Saved entries:
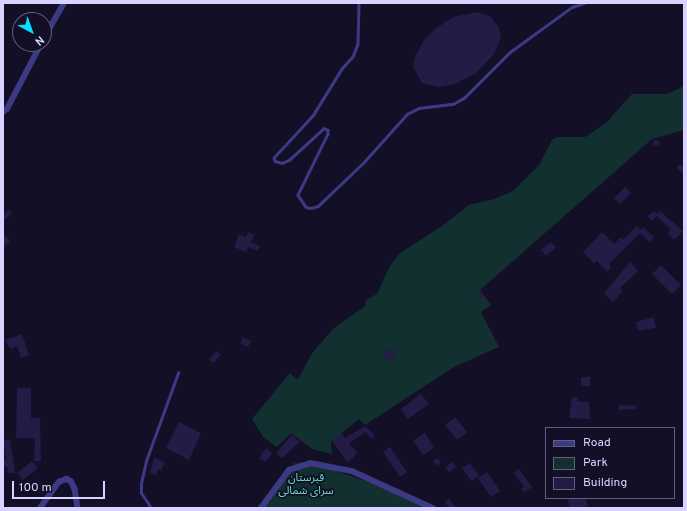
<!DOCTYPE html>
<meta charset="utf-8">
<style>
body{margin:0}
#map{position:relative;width:687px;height:511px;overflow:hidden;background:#130f26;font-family:Overpass,"Noto Sans Arabic",sans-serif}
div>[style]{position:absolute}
.green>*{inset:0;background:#12302f}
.building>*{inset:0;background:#241b47}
.lane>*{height:2.5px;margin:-1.25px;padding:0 1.25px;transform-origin:1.25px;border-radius:1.25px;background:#3d3a85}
.street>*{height:5.5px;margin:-2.75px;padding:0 2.75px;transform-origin:2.75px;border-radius:2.75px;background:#3d3a85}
span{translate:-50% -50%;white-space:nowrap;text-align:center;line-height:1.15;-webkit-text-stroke:3.5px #130f26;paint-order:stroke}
.park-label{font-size:11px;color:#5fe0c0}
.frame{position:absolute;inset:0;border:4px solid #d9d4ff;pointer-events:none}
.legend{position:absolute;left:545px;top:427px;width:130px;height:72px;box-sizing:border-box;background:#130f26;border:1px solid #625e7d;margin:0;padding:5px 7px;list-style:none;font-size:12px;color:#d9d4ff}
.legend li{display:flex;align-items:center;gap:8px;height:20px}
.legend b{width:20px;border:1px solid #625e7d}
.north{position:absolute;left:12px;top:12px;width:40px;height:40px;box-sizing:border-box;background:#130f26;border:1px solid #625e7d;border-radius:50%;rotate:139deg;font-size:11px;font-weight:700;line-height:16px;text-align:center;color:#d9d4ff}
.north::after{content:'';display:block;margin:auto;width:14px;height:18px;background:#00e5ff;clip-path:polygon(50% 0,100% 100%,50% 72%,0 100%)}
.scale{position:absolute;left:12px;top:481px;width:93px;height:18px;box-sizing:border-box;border:2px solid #d9d4ff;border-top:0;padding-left:5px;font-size:12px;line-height:14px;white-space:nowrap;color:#d9d4ff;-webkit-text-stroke:3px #130f26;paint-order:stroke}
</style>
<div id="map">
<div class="green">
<div style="clip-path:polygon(684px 86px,684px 130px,652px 139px,480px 290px,491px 305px,481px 312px,499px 347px,454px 367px,365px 425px,359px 419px,331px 442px,332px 454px,312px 449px,291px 433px,277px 447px,263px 437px,252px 419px,290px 373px,298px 380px,312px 353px,334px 328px,365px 306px,366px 300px,377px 294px,390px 266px,400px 253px,442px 226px,469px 205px,494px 199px,513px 191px,539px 165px,552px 140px,556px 137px,585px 137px,606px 123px,632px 94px,667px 94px)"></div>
<div style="clip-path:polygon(311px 462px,371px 483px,427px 508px,259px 508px,294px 463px)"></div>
</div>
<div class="building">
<div style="clip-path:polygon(478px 12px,491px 17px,499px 28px,501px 37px,494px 54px,476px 73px,455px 84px,438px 87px,422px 83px,413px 67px,415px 57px,424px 40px,435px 29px,453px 17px)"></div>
<div style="clip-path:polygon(653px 140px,660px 141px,659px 146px,653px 145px)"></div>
<div style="clip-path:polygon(680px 164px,684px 168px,684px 175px,676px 168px)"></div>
<div style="clip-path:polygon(625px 187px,631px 193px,620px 204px,614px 198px)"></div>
<div style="clip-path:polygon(9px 210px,12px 214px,3px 220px,3px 215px)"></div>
<div style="clip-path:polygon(654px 211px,657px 214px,660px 211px,683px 231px,674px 240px,668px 234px,671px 230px,657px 216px,652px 221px,648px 216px)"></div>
<div style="clip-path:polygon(637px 226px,640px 230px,643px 227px,654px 237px,650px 242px,640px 233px,609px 264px,611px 267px,607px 272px,597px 261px,594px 263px,583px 252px,602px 232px,614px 244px,621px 237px,623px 240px)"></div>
<div style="clip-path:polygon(248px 232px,254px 235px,251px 242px,260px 246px,258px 251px,248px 247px,246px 252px,234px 247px,239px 234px,246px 237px)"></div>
<div style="clip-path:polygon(3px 233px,10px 242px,3px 247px)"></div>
<div style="clip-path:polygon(551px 242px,556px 248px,546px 256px,541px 250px)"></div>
<div style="clip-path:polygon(630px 262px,638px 271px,620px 288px,623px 291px,613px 302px,604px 293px)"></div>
<div style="clip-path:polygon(661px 265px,681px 285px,672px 294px,652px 274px)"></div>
<div style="clip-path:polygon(482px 292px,484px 297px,480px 300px,477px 295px)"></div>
<div style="clip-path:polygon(654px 317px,656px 328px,638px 331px,636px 322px)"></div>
<div style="clip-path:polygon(22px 334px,29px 355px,21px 358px,17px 346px,11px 349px,5px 340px)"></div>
<div style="clip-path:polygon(243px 337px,251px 341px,248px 347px,240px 343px)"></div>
<div style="clip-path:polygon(388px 348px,396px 357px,389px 361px,382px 354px)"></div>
<div style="clip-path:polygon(217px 351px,221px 355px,213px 363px,209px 359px)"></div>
<div style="clip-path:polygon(581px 377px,590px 377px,590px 386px,581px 386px)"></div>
<div style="clip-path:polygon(17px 388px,31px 388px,31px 418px,40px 418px,41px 461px,34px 461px,35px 438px,16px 438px)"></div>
<div style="clip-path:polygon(421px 394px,429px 404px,408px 419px,401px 409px)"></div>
<div style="clip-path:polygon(572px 397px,578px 398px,577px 401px,589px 402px,590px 419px,569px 418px)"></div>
<div style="clip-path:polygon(619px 405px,636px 406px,636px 409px,618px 410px)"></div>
<div style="clip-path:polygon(455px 417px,467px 432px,457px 440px,445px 425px)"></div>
<div style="clip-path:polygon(179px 422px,201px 433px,189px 460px,166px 448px)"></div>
<div style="clip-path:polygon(365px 426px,375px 435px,371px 439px,366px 432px,349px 443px,357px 453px,348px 463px,332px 441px,342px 433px,345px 438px)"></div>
<div style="clip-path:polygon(425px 433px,434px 448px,423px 455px,413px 441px)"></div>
<div style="clip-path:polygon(292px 435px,300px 442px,282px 458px,276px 453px)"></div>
<div style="clip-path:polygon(10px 439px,15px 473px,8px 473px,7px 466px,3px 467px,3px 460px,6px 459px,3px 440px)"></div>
<div style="clip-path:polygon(390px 447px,407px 472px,400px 477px,383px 452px)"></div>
<div style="clip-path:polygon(266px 448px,272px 453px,266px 462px,259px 458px)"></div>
<div style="clip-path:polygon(154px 457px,165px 462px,161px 471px,158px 469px,156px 475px,150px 473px)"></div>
<div style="clip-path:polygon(437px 458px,441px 463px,437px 466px,433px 461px)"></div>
<div style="clip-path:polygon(32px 461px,38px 468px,23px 480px,17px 473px)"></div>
<div style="clip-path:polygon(452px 462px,456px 467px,449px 472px,445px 467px)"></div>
<div style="clip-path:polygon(470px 463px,479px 476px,471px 481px,462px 468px)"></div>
<div style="clip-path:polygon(519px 469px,532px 487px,524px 493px,521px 489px,524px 487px,514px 473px)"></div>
<div style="clip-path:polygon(487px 472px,500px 491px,491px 497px,478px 478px)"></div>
<div style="clip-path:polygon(568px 498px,586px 498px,588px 508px,569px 508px)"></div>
<div style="clip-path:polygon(449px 499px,456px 508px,449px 508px,445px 502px)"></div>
</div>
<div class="lane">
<div style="left:359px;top:3px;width:41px;rotate:91.4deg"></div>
<div style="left:358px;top:44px;width:14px;rotate:111deg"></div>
<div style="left:353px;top:57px;width:16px;rotate:133deg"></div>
<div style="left:342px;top:69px;width:55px;rotate:121.7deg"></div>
<div style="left:313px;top:116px;width:57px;rotate:132.9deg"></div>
<div style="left:274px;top:158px;width:3px;rotate:72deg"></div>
<div style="left:275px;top:161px;width:7px;rotate:16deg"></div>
<div style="left:282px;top:163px;width:8px;rotate:-23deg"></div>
<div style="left:289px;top:160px;width:47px;rotate:-42.4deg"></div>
<div style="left:324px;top:128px;width:4px;rotate:27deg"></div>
<div style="left:328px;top:130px;width:4px;rotate:90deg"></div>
<div style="left:328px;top:134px;width:68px;rotate:116.2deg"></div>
<div style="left:298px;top:195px;width:14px;rotate:56deg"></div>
<div style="left:306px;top:207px;width:5px;rotate:11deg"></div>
<div style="left:311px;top:208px;width:7px;rotate:-16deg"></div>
<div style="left:318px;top:206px;width:62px;rotate:-43.7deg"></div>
<div style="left:363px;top:163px;width:66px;rotate:-48.1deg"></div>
<div style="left:407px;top:114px;width:13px;rotate:-27deg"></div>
<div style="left:419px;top:108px;width:34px;rotate:-7deg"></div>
<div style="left:453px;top:104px;width:13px;rotate:-29deg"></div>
<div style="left:464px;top:98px;width:65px;rotate:-45deg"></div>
<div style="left:510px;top:52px;width:77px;rotate:-36deg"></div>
<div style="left:572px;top:7px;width:13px;rotate:-18deg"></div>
<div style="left:151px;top:508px;width:18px;rotate:-124deg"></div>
<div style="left:141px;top:493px;width:10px;rotate:-90deg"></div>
<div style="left:141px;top:483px;width:23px;rotate:-77deg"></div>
<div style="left:146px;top:461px;width:94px;rotate:-70deg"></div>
</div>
<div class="street">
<div style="left:44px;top:38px;width:40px;rotate:-60.3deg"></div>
<div style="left:3px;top:112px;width:5px;rotate:-37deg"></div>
<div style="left:7px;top:109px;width:73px;rotate:-62.4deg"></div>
<div style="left:40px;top:508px;width:32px;rotate:-54deg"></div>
<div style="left:59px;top:482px;width:8px;rotate:-23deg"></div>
<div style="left:66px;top:479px;width:5px;rotate:22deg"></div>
<div style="left:71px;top:481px;width:9px;rotate:63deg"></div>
<div style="left:75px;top:489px;width:19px;rotate:81deg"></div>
<div style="left:261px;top:508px;width:47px;rotate:-53.6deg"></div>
<div style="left:289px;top:470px;width:22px;rotate:-18deg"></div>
<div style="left:310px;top:463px;width:43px;rotate:10.8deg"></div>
<div style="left:352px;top:471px;width:89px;rotate:24.6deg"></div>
</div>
<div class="park-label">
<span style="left:306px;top:485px">قبرستان<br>سرای شمالی</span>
</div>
<div class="frame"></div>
<ul class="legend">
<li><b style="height:5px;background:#3d3a85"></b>Road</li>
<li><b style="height:11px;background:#12302f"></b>Park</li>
<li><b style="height:11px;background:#241b47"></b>Building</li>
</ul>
<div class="north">N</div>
<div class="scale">100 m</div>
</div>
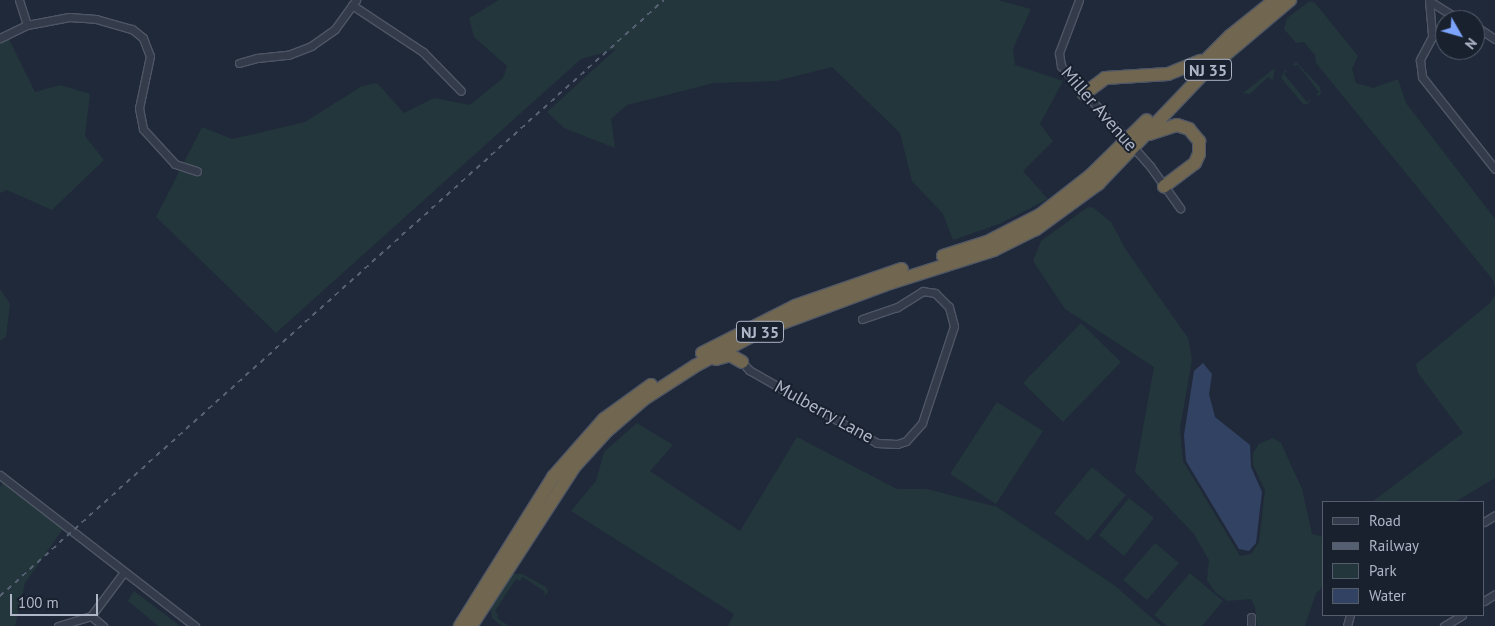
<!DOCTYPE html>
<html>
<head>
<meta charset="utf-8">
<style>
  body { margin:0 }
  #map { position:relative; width:1495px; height:626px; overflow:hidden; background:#20293a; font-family:"PT Sans",sans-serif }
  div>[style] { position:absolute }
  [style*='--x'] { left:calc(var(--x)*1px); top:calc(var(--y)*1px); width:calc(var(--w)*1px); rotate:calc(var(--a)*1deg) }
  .green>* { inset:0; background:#22363b }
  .water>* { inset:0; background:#324263 }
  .roads { filter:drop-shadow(1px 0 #4f5665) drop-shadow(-1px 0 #4f5665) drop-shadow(0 1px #4f5665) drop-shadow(0 -1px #4f5665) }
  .street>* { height:7px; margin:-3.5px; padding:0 3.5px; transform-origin:3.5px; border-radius:3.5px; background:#343b4b }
  .highway>* { height:12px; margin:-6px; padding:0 6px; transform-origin:6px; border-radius:6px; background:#716750 }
  .rail>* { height:2px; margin-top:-1px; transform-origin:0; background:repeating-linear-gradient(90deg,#555f72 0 5px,transparent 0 10px) }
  span { translate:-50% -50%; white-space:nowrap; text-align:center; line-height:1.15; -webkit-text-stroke:4px #19212f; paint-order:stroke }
  .shield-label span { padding:1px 4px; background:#19212f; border:1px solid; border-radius:4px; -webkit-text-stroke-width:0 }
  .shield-label { font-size:16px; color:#afb6c7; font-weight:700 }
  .street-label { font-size:18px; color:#afb6c7 }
  .legend { position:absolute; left:1322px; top:501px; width:162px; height:115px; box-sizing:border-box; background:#19212f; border:1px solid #555d6c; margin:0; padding:6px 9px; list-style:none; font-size:15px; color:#afb6c7 }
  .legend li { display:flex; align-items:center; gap:10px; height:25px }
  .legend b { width:25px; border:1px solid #555d6c }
  .north { position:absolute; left:1435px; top:10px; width:50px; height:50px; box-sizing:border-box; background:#19212f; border:1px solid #555d6c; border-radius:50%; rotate:128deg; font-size:14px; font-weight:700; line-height:20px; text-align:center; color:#afb6c7 }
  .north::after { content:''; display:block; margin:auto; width:18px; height:22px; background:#7da4fd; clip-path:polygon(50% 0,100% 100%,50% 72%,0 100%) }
  .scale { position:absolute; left:10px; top:594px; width:88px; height:22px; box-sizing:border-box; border:2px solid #afb6c7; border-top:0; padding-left:6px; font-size:15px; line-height:18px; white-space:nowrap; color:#afb6c7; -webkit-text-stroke:4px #19212f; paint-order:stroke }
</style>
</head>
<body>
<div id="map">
  <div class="green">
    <div style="clip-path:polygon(499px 0,998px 0,1031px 9px,1013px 49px,1015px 65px,1063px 81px,1040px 124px,1053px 141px,1023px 171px,1048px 199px,999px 224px,953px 240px,943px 214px,912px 181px,900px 133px,832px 67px,776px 81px,714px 83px,627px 105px,611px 119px,615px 148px,564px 128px,547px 112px,616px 49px,581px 59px,276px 333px,156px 217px,202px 127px,232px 139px,305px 122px,362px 86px,377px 83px,404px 113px,434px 98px,470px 105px,503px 78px,507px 66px,474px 37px,469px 18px)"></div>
    <div style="clip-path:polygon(1310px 1px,1315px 3px,1358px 56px,1352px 69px,1356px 83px,1373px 88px,1398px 79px,1406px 103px,1495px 219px,1495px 288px,1493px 280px,1316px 63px,1315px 55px,1304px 42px,1296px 43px,1284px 29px,1287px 18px)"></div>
    <div style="clip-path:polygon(7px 35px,35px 92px,60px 85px,90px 94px,85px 136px,104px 160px,52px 210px,7px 190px,0 193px,0 40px)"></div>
    <div style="clip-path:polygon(1296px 62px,1320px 87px,1321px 92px,1319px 96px,1316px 95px,1319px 92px,1298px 65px,1292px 66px)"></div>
    <div style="clip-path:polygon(1275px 68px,1273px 80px,1268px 77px,1250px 94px,1243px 93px)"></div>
    <div style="clip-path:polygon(1285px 70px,1287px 71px,1284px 74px,1307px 102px,1311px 99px,1308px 104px,1303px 104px,1281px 78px)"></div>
    <div style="clip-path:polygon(1088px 207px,1094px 208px,1111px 222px,1126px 250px,1188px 338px,1192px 360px,1180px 428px,1183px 461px,1240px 556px,1251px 554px,1259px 542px,1265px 490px,1253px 465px,1253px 453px,1259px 444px,1273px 438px,1281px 443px,1302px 489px,1312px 534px,1324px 537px,1324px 586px,1316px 593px,1305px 626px,1257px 626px,1255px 607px,1251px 599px,1227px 601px,1215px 592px,1207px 580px,1209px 560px,1194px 534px,1135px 472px,1154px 367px,1065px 309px,1033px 261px,1041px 241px)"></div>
    <div style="clip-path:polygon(0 289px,10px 304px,6px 337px,0 341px)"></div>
    <div style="clip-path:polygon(1495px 294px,1495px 478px,1455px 502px,1372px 502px,1463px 433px,1418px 373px,1416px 364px,1490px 303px)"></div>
    <div style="clip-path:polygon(1081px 323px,1121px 362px,1063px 422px,1023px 383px)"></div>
    <div style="clip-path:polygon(997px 402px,1043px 431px,996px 504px,950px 474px)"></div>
    <div style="clip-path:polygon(637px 423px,673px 445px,650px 471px,740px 531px,797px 437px,897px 489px,927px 489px,997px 507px,1114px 585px,1161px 626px,728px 626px,734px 614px,571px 511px,596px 481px,604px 452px)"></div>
    <div style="clip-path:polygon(1092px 467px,1126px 495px,1088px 541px,1054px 513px)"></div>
    <div style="clip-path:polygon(5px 480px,65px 526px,25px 583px,15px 626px,0 626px,0 487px)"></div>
    <div style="clip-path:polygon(1129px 498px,1154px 518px,1124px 556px,1099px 535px)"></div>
    <div style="clip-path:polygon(1155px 543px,1179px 563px,1147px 600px,1123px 580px)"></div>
    <div style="clip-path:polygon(1190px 573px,1223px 601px,1202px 626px,1167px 626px,1154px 615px)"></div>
    <div style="clip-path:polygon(511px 574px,522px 574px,546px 587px,548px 592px,544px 596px,545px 592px,523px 577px,520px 581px,516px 579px,495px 611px,498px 614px,497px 618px,509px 626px,502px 626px,492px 618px,490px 607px)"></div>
    <div style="clip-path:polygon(134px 591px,180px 626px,158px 626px,128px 601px)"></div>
  </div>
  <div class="water">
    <div style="clip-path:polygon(1203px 363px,1212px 374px,1209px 394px,1215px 417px,1250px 445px,1251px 467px,1262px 492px,1256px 543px,1249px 551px,1239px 549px,1186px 461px,1184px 435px,1194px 371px)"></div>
  </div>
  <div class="roads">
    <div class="street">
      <div style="--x:19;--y:0;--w:26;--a:72"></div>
      <div style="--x:1079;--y:0;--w:57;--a:110.7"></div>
      <div style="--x:1059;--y:53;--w:13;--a:81"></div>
      <div style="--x:1061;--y:66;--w:134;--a:48.3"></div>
      <div style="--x:1150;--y:166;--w:52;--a:54.5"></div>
      <div style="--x:1429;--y:0;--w:37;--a:85"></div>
      <div style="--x:1432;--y:37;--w:26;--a:118"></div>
      <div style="--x:1420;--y:60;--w:17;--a:83"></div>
      <div style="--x:1422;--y:77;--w:117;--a:51.6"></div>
      <div style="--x:1431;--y:2;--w:34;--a:32"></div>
      <div style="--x:352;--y:5;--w:85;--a:33.5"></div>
      <div style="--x:423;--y:52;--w:54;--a:45.7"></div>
      <div style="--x:1475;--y:26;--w:24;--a:33"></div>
      <div style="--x:1432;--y:37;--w:15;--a:-32"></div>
      <div style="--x:0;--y:38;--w:30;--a:-26"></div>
      <div style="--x:27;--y:25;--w:43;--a:-10.8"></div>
      <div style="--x:69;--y:17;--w:27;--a:4"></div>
      <div style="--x:96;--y:19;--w:37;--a:16"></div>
      <div style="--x:132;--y:29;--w:14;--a:39"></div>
      <div style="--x:143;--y:38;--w:19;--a:69"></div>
      <div style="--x:150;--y:56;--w:53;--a:101.9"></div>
      <div style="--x:139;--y:108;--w:21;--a:79"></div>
      <div style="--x:143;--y:129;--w:47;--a:47.6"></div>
      <div style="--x:175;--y:164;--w:23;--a:18"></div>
      <div style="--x:239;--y:63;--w:19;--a:-16"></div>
      <div style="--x:257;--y:58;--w:31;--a:-6"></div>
      <div style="--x:288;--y:55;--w:25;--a:-21"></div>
      <div style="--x:311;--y:46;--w:29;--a:-35"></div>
      <div style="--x:335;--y:29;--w:36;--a:-54"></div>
      <div style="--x:742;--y:362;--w:11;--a:49"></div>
      <div style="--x:749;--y:370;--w:147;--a:29.7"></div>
      <div style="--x:877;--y:443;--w:20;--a:3"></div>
      <div style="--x:897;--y:444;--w:9;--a:-18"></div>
      <div style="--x:906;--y:441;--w:24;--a:-48"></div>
      <div style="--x:922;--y:423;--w:102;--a:-71.7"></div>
      <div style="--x:954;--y:326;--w:20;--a:-105"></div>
      <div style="--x:949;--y:307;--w:20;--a:-135"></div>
      <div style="--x:935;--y:293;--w:12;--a:-171"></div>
      <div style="--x:923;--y:291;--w:31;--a:148"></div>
      <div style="--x:897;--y:307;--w:37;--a:161"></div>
      <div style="--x:0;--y:475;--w:247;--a:37.8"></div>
      <div style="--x:1484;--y:522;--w:13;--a:-32"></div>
      <div style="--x:1484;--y:601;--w:13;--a:-32"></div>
      <div style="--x:91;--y:616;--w:55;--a:-53.1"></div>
      <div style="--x:1251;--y:617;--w:9;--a:90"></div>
      <div style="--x:58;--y:626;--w:34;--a:-17"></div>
      <div style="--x:91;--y:616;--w:16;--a:40"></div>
      <div style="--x:1347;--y:626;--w:11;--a:-75"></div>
      <div style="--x:1444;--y:626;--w:21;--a:-31"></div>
    </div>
    <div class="highway">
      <div style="--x:1191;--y:75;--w:55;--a:-45"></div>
      <div style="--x:1230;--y:36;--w:58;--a:-38.7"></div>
      <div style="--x:1084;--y:94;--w:26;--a:-37"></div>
      <div style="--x:1105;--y:78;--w:63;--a:-3.6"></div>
      <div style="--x:1168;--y:74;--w:35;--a:-22"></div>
      <div style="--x:1149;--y:134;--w:29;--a:-18"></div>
      <div style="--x:1177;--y:125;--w:13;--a:18"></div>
      <div style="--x:1189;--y:129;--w:16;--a:50"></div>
      <div style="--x:1199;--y:141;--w:13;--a:90"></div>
      <div style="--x:1199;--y:154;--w:10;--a:114"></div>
      <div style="--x:1195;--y:163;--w:39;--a:143"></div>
      <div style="--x:943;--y:256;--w:46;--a:-17.7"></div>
      <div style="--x:987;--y:242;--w:59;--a:-27"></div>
      <div style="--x:1040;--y:215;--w:65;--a:-38.1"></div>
      <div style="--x:1091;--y:175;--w:78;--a:-44.5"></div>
      <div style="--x:702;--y:353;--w:104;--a:-26.8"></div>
      <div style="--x:795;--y:306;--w:113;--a:-19.1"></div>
      <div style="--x:716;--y:359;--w:15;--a:-16"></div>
      <div style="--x:730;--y:355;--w:14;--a:30"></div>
      <div style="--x:460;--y:626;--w:176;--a:-58"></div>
      <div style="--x:553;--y:477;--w:77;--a:-48.7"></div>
      <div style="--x:604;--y:419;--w:58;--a:-35.9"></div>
      <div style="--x:471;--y:626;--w:191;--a:-57"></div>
      <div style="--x:575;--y:466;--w:47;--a:-47.6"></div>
      <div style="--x:607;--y:431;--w:49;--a:-40.9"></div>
      <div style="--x:644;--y:399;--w:61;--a:-32.9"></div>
      <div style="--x:695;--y:366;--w:77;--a:-27.9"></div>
      <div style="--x:763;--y:330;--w:135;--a:-20.3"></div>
      <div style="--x:890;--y:283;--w:109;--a:-17.6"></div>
      <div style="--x:994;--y:250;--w:47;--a:-26.6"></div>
      <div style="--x:1036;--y:229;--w:77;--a:-36"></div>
      <div style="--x:1098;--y:184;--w:156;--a:-46.3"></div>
      <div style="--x:1206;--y:71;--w:110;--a:-40.2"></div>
    </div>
  </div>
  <div class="rail">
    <div style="--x:0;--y:596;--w:892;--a:-41.91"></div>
  </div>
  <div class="shield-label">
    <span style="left:1208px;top:70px">NJ 35</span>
    <span style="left:760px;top:332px">NJ 35</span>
  </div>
  <div class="street-label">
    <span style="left:1099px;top:109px;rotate:49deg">Miller Avenue</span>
    <span style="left:824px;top:412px;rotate:29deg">Mulberry Lane</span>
  </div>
  <ul class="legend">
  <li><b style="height:6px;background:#343b4b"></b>Road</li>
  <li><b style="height:6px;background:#555f72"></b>Railway</li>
  <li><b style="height:14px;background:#22363b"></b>Park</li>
  <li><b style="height:14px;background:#324263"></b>Water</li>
  </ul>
  <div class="north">N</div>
  <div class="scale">100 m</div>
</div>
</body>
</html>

### Exercise aim:
Lines in the data that include the word "flex" should all be copied.

### Response to the task:
.legend li{display:flex;align-items:center;gap:8px;height:20px}
  .legend li { display:flex; align-items:center; gap:10px; height:25px }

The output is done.